Top of DATA SHOWN

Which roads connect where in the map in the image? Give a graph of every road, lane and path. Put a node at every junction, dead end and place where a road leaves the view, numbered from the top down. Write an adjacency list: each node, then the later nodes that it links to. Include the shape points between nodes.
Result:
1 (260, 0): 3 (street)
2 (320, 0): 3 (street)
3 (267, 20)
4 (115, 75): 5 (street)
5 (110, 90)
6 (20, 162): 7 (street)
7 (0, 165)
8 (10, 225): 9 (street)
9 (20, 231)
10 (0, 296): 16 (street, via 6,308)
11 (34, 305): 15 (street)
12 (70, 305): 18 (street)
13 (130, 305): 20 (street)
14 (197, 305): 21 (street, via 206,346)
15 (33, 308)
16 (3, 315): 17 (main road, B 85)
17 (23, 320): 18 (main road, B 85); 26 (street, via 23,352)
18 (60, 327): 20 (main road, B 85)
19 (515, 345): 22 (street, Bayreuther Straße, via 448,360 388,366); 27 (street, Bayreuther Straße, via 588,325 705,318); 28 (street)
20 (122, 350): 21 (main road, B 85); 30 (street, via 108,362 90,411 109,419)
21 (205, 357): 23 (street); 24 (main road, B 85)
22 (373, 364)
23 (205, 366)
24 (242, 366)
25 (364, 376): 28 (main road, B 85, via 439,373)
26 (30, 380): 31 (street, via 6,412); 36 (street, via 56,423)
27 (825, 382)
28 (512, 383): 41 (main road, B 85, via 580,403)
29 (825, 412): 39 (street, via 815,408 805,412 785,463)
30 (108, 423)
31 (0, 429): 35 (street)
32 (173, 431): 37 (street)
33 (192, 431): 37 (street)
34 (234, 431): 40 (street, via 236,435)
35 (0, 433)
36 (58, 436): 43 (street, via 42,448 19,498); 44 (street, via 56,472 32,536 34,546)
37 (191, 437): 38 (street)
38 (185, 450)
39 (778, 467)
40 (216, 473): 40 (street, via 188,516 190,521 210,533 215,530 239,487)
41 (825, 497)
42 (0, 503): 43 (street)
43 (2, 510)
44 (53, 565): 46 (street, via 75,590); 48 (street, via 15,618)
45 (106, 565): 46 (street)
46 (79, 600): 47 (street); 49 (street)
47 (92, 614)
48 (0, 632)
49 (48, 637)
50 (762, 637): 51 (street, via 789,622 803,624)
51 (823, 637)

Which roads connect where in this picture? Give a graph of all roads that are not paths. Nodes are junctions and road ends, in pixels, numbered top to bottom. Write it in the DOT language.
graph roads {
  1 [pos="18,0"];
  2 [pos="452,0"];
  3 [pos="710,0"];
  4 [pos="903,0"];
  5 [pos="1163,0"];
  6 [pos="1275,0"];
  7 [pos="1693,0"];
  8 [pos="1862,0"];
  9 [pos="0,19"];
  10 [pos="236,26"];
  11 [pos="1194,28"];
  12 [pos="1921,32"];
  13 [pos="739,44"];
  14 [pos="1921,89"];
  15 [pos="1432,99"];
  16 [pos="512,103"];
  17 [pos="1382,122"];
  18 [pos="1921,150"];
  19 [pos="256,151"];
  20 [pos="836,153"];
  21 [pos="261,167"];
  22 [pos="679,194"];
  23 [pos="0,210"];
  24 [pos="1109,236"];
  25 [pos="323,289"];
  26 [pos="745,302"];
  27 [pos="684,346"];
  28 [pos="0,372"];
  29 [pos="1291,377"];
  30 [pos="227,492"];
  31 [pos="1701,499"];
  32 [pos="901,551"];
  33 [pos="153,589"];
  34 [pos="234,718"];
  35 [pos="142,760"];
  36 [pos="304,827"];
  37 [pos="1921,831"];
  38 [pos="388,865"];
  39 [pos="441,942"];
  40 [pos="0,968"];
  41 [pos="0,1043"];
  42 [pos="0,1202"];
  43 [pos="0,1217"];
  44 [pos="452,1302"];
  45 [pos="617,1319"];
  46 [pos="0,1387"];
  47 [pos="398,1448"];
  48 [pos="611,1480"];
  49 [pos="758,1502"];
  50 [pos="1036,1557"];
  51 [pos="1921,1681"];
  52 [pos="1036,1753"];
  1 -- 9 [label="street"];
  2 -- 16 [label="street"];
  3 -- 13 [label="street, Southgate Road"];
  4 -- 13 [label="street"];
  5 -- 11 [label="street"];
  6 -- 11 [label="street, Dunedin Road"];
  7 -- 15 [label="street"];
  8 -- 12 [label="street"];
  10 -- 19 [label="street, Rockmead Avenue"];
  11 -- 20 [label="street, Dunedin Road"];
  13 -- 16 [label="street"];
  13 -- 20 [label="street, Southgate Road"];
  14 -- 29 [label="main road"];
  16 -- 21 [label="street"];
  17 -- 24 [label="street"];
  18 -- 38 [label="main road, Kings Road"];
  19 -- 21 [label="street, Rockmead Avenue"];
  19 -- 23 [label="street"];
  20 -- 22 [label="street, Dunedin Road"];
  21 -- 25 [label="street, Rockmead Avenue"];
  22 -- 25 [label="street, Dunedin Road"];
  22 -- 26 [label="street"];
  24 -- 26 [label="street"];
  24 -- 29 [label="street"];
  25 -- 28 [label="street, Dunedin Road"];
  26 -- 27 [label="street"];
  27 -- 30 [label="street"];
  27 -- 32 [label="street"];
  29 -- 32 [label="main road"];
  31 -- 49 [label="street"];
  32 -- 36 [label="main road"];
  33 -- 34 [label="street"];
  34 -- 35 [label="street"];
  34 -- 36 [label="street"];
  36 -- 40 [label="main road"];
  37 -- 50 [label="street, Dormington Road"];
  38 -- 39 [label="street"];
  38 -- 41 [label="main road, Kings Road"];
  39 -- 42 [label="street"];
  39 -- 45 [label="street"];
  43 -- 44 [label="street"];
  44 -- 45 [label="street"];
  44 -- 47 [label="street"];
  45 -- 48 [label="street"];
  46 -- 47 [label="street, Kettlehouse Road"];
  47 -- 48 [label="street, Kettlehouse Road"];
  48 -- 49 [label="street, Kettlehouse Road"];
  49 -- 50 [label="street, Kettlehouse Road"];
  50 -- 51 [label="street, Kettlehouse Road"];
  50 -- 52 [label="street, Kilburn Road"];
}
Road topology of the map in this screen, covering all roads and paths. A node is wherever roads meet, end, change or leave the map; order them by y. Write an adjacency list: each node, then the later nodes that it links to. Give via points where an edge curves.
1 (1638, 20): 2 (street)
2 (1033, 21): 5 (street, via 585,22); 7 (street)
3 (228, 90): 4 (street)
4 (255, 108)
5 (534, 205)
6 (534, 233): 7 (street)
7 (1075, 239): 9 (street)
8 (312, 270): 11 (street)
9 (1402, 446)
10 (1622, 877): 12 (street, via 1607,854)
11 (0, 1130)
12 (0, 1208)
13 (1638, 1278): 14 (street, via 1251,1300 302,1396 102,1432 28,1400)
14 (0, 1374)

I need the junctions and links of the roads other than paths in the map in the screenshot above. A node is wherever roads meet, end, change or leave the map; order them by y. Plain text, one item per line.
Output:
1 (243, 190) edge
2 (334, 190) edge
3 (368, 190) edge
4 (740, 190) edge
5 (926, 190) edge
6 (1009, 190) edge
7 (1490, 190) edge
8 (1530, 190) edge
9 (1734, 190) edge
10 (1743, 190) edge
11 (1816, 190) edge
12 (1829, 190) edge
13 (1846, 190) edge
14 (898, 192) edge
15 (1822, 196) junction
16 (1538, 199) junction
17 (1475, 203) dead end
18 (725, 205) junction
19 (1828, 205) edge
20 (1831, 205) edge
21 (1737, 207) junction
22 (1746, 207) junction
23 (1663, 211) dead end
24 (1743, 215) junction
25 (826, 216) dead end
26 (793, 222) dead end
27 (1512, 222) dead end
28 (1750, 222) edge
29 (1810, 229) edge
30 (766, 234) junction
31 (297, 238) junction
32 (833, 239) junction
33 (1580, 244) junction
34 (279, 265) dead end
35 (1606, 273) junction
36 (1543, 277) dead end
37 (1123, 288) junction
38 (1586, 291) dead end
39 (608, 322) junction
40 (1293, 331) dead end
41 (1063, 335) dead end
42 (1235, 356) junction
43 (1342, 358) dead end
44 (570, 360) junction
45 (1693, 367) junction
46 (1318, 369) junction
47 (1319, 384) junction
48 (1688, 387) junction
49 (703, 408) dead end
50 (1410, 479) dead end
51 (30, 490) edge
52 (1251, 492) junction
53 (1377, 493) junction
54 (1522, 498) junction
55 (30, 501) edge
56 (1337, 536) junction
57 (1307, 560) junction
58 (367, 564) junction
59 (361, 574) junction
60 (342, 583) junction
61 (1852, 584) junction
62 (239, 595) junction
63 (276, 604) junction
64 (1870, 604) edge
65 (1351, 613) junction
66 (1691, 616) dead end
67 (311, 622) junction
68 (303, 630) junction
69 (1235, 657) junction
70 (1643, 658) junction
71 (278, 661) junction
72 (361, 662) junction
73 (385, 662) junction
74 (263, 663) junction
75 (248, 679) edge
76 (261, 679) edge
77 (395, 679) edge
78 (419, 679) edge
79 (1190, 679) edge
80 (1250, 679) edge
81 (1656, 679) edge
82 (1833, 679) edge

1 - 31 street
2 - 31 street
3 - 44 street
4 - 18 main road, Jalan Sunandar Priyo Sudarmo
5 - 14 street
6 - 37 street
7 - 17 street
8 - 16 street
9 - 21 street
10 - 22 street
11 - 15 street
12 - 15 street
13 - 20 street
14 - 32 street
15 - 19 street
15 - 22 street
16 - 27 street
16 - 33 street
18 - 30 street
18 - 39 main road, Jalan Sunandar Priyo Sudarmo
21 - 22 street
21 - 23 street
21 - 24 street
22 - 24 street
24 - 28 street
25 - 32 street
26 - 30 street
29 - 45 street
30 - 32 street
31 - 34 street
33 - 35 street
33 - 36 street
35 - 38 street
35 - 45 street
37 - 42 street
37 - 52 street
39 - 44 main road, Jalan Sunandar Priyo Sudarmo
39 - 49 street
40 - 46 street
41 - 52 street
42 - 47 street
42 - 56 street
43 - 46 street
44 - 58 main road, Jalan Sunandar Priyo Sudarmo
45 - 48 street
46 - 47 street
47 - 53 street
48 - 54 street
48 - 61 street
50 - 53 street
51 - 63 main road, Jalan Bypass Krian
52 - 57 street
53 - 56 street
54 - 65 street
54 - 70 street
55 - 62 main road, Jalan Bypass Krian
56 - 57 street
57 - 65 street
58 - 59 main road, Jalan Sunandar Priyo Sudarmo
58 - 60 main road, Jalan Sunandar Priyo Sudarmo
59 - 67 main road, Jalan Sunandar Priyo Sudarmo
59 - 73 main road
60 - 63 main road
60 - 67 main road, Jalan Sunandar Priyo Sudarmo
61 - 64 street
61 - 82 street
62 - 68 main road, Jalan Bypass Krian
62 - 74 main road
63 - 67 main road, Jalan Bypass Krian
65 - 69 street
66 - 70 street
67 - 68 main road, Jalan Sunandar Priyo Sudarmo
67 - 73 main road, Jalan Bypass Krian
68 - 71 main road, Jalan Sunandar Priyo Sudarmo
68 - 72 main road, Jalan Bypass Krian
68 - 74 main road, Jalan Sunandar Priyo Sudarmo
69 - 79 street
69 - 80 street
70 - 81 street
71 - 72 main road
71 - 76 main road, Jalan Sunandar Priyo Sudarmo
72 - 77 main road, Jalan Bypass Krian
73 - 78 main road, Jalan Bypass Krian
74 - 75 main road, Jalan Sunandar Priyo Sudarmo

Bottom of DATA SHOWN

When the word "Kings" shows up in a line of the entries, report that line.

  18 -- 38 [label="main road, Kings Road"];
  38 -- 41 [label="main road, Kings Road"];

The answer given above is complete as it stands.